Toppserien
- Season: 1998
- Champions: Asker 5th title
- Relegated: Fløya Byåsen
- Matches: 90
- Goals: 394 (4.38 per match)
- Top goalscorer: Marianne Pettersen (36 goals)

= 1998 Toppserien =

The 1998 season of the Toppserien, the highest women's football (soccer) league in Norway, began on 25 April 1998 and ended on 17 October 1998.

18 games were played with 3 points given for wins and 1 for draws. Number nine and ten were relegated, while two teams from the First Division were promoted through a playoff round.
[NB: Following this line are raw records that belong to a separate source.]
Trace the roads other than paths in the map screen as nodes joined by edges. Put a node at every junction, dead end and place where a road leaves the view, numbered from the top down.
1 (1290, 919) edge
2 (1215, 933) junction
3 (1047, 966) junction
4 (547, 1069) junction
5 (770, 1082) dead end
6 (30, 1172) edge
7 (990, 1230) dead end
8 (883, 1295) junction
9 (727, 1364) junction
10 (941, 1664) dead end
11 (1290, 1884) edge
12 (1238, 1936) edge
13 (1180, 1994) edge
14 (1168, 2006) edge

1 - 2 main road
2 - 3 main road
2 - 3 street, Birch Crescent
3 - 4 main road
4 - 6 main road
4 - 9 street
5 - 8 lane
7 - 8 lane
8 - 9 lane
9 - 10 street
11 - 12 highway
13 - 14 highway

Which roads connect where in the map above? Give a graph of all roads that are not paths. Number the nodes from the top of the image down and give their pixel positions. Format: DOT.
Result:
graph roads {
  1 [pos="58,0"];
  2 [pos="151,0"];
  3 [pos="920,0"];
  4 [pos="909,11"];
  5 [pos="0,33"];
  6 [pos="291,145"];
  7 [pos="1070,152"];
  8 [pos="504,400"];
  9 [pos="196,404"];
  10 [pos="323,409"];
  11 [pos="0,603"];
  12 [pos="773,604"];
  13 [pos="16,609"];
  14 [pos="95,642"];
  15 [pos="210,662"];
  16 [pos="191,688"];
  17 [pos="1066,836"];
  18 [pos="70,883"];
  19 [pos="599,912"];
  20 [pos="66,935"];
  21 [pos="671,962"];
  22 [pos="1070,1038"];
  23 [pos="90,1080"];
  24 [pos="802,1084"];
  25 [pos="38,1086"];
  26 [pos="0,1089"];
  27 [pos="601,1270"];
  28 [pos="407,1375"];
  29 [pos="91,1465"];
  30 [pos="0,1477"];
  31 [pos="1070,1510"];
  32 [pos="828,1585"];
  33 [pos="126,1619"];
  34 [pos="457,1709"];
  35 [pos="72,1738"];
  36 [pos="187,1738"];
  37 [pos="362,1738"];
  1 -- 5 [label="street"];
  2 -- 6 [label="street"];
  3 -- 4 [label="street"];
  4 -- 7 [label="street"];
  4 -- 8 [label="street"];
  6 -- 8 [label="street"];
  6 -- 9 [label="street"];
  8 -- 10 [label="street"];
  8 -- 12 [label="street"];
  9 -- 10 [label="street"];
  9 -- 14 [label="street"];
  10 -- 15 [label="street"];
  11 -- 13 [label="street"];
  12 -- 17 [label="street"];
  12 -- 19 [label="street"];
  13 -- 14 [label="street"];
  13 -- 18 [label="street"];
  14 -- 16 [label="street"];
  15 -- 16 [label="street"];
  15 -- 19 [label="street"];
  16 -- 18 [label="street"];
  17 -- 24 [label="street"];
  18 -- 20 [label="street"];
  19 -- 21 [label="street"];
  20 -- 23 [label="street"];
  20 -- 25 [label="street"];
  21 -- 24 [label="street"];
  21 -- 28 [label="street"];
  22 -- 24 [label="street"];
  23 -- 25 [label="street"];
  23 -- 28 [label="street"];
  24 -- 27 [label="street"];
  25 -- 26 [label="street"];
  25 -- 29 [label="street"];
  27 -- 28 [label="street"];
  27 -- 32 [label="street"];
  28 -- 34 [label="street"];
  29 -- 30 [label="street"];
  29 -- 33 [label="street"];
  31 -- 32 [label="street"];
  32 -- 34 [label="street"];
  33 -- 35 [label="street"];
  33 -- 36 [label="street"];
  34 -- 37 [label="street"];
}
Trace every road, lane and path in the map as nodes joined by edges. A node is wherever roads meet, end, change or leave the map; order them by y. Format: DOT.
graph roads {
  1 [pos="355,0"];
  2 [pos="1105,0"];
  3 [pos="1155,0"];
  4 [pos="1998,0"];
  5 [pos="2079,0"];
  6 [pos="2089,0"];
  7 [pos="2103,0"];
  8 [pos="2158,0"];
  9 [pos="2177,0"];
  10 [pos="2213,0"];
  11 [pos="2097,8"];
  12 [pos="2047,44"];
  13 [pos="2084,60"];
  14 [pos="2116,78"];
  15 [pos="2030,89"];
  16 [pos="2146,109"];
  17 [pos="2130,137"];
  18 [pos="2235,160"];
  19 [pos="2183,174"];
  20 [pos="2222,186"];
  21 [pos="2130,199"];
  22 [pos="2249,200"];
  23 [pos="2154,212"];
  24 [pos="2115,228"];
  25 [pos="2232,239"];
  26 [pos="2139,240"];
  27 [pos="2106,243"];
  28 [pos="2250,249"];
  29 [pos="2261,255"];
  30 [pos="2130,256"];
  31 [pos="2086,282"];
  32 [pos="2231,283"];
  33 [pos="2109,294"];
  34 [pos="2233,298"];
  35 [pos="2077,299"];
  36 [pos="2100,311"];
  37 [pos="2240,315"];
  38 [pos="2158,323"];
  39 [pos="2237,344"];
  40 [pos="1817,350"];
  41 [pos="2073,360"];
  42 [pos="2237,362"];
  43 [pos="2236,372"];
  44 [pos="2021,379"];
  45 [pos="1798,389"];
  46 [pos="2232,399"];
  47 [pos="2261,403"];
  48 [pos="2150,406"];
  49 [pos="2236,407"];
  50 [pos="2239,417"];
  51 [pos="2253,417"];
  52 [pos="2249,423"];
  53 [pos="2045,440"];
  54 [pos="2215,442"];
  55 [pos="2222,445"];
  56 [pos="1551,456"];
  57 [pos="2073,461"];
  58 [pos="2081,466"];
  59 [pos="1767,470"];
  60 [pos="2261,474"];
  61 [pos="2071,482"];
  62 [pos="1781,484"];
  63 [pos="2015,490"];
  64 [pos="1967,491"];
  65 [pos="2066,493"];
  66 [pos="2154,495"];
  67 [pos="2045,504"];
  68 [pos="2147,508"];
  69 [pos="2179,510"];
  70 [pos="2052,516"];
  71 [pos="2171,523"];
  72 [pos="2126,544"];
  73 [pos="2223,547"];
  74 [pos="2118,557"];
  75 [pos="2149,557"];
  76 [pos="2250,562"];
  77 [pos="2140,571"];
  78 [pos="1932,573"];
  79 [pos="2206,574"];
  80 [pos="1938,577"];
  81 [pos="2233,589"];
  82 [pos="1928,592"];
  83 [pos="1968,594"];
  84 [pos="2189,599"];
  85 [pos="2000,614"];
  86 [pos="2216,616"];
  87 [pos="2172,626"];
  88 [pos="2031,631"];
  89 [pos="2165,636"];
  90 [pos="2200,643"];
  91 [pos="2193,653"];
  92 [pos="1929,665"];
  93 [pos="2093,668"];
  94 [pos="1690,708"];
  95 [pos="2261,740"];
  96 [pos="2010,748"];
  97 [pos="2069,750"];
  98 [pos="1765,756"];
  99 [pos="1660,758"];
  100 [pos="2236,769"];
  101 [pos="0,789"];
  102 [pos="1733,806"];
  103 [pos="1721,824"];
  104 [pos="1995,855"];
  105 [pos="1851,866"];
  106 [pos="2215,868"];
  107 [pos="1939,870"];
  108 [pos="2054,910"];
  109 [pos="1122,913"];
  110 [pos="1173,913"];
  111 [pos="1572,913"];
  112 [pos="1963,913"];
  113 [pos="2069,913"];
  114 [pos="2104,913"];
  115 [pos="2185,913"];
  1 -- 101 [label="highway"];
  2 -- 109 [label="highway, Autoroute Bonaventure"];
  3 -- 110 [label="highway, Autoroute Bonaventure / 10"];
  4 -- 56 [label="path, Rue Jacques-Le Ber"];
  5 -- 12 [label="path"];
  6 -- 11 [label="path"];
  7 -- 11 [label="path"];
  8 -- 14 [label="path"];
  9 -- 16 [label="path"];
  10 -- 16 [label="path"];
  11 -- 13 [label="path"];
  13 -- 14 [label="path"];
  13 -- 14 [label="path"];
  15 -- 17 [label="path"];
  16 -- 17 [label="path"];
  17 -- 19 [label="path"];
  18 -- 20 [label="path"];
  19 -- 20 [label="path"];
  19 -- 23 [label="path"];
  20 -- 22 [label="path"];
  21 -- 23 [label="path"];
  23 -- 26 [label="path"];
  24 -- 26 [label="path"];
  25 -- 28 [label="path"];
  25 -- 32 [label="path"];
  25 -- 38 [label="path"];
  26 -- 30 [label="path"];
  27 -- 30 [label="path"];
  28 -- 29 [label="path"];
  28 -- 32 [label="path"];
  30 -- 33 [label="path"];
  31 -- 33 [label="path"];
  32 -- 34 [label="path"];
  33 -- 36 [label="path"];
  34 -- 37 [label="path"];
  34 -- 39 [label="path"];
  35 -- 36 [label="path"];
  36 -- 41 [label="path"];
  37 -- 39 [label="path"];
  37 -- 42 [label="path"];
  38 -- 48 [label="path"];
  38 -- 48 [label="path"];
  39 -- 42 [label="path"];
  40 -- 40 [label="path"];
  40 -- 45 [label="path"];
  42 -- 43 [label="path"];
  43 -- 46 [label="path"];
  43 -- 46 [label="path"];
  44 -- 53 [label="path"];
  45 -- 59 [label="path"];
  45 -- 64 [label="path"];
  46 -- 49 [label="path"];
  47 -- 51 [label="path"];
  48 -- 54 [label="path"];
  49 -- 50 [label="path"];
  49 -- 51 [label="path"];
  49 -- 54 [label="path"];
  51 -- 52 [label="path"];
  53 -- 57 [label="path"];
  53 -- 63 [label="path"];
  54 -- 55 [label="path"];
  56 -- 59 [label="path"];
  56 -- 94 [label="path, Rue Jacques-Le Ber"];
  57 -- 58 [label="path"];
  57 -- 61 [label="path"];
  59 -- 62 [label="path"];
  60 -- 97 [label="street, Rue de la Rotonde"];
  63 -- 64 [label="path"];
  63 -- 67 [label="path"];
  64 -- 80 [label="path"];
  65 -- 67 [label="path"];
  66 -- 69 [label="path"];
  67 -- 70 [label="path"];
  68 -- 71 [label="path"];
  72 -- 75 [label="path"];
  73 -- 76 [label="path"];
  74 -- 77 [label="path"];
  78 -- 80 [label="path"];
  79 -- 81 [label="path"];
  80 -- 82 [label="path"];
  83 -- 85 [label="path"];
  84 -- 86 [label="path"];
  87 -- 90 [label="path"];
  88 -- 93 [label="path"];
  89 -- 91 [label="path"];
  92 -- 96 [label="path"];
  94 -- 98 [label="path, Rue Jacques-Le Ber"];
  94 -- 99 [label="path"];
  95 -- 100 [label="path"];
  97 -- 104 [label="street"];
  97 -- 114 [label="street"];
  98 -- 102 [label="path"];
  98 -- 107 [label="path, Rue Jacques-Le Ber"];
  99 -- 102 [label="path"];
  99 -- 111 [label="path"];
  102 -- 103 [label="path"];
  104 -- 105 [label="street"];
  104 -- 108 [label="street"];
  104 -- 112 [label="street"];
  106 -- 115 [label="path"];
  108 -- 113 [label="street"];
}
Asker won the league, as well as all its games.

==League table==

| Pos | Team | Pld | W | D | L | GF | GA | GD | Pts | Relegation |
| 1 | Asker (C) | 18 | 18 | 0 | 0 | 79 | 14 | +65 | 54 |  |
| 2 | Trondheims-Ørn | 18 | 12 | 4 | 2 | 58 | 24 | +34 | 40 |  |
| 3 | Athene Moss | 18 | 9 | 3 | 6 | 47 | 34 | +13 | 30 |
| 4 | Kolbotn | 18 | 9 | 2 | 7 | 40 | 32 | +8 | 29 |
| 5 | Sandviken | 18 | 8 | 4 | 6 | 27 | 25 | +2 | 28 |
| 6 | Klepp | 18 | 8 | 3 | 7 | 36 | 31 | +5 | 27 |
| 7 | Setskog/Høland | 18 | 6 | 3 | 9 | 51 | 57 | −6 | 21 |
| 8 | Bjørnar | 18 | 5 | 5 | 8 | 31 | 38 | −7 | 20 |
| 9 | Fløya (R) | 18 | 1 | 3 | 14 | 14 | 72 | −58 | 6 | Relegation to First Division |
| 10 | Byåsen (R) | 18 | 0 | 1 | 17 | 14 | 70 | −56 | 1 |

==Top goalscorers==
- 36 goals:
  - Marianne Pettersen, Asker
- 16 goals:
  - Ragnhild Gulbrandsen, Trondheims-Ørn
  - Hege Riise, Setskog/Høland
  - Silvi Jan, Kolbotn
- 13 goals:
  - Linda Ørmen, Athene Moss
  - Anne Birgitte Nesset, Athene Moss
  - Christin Lilja, Athene Moss
  - Dagny Mellgren, Klepp
- 12 goals:
  - Elene Moseby, Setskog/Høland
- 10 goals:
  - Ann Kristin Aarønes, Trondheims-Ørn
- 9 goals:
  - Ann Elisabeth Kallevik, Setskog/Høland
  - Ingrid Camilla Fosse Sæthre, Bjørnar
  - Monica Knudsen, Asker

==Promotion and relegation==
- Fløya and Byåsen were relegated to the First Division.
- Grand Bodø and Kaupanger were promoted from the First Division through playoff.